Because of the ubiquity of the personal camera, people do sometimes think that it's a normal way to respond to performance of any sort. But comedians are absolutely right to insist on the all-or-nothing approach.
You either pay to see a comedian live, and experience a dangerous live experience; or you buy the recorded experience that the comedian thinks represents their work at its best. The word "bootleg" is not much heard any more, because we're all at it. But Sarah Millican is absolutely right. It's theft, as much as if you went into Waterstones and photocopied every page of a new novel before putting it back on the shelf and walking out.
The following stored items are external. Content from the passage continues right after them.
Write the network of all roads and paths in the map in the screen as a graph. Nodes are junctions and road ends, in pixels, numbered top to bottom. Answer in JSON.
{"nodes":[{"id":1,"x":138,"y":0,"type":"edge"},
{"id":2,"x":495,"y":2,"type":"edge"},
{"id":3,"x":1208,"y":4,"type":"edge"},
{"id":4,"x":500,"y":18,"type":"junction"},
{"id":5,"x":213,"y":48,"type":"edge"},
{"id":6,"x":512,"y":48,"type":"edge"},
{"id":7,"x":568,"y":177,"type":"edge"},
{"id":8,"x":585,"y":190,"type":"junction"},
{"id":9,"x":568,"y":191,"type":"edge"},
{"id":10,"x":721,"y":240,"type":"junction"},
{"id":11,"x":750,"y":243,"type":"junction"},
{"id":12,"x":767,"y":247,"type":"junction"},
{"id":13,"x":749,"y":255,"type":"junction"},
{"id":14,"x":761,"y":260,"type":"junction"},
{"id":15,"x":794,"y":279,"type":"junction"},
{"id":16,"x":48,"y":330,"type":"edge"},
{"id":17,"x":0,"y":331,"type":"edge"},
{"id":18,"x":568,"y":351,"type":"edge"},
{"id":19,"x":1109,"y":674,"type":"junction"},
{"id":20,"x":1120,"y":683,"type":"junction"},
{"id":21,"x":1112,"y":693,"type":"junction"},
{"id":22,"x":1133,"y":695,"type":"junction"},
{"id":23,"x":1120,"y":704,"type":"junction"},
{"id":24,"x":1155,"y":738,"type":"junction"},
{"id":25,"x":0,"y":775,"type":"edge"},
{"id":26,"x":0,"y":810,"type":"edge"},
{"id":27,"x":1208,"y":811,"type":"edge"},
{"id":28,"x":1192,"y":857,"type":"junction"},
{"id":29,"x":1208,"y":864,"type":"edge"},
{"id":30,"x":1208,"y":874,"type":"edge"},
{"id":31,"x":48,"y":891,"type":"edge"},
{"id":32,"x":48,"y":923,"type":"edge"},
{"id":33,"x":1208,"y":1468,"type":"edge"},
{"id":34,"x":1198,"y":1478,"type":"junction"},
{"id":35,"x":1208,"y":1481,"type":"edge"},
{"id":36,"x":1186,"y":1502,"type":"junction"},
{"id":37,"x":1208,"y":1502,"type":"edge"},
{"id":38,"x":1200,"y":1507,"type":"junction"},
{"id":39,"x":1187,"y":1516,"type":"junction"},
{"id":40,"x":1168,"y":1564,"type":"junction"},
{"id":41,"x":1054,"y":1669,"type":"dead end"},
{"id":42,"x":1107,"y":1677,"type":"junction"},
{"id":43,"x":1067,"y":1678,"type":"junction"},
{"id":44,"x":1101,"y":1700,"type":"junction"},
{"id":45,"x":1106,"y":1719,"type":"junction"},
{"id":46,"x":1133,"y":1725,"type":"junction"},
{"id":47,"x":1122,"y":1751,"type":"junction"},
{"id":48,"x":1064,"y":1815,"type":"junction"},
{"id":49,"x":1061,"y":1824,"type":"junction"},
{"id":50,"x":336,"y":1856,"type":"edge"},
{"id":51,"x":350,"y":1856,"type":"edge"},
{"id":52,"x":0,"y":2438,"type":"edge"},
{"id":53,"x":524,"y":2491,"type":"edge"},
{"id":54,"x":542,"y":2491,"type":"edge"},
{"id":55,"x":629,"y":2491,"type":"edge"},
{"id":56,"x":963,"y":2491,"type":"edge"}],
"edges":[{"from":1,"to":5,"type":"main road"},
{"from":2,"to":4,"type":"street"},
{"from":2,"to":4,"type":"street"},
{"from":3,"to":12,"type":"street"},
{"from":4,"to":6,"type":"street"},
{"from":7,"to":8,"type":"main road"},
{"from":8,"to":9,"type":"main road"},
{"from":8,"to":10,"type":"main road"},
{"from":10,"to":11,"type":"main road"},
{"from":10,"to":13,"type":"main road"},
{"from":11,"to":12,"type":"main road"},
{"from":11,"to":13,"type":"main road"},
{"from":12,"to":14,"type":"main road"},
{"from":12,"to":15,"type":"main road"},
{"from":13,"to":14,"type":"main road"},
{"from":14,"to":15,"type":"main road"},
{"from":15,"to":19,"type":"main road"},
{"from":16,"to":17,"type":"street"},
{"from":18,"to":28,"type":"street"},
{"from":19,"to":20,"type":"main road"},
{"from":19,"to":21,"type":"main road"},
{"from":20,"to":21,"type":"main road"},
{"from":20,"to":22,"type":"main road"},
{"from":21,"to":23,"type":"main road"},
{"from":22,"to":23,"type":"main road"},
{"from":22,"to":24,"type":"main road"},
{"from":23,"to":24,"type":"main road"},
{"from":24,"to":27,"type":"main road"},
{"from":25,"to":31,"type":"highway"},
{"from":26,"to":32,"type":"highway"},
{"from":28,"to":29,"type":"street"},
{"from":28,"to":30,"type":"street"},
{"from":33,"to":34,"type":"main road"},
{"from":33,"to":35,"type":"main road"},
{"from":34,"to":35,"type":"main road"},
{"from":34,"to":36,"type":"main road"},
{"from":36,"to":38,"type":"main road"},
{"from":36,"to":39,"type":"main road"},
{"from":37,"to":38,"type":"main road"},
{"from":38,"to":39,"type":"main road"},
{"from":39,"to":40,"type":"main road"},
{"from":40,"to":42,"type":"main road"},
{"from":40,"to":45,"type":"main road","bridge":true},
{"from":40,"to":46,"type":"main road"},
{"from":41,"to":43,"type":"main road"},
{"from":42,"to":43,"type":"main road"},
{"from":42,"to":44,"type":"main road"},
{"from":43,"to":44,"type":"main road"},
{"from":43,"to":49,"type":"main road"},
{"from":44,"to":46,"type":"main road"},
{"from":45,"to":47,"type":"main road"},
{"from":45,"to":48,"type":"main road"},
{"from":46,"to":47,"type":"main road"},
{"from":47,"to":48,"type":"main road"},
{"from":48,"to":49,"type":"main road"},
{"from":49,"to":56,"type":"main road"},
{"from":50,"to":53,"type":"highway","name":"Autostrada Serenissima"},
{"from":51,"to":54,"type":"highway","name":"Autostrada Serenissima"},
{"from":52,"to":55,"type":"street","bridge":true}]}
It's a choice between the authentic, judged, full-quality experience and a version of scraps and fragments. A theatre company is currently staging a full, word-for-word rendering of The Great Gatsby, to packed houses. There is a hunger for that and, I dare say, for the full text of great novels left unperformed, too.
Do you want a great novel in full, or do you prefer a quick dash through a classic, omitting almost everything but the bare plot outlines, like the BBC's recent Great Expectations? Do you prefer to pay to sit and experience a terrific comedian at the top of her form, or would it do just as well to say to your best friend – "Oh, if you're going, remember to film some of it. I'll look at it when I see you Thursday?"
Every sign is that people, on the whole, prefer a full, rich, absorbing cultural experience. They like to engage with complexity and the unrepeatable experience. They want to say, "You should have been there", not "This is what it was like, look." And, in most cases, they don't know what it was like. They weren't there. They were behind their mobiles, holding them upwards like talismen.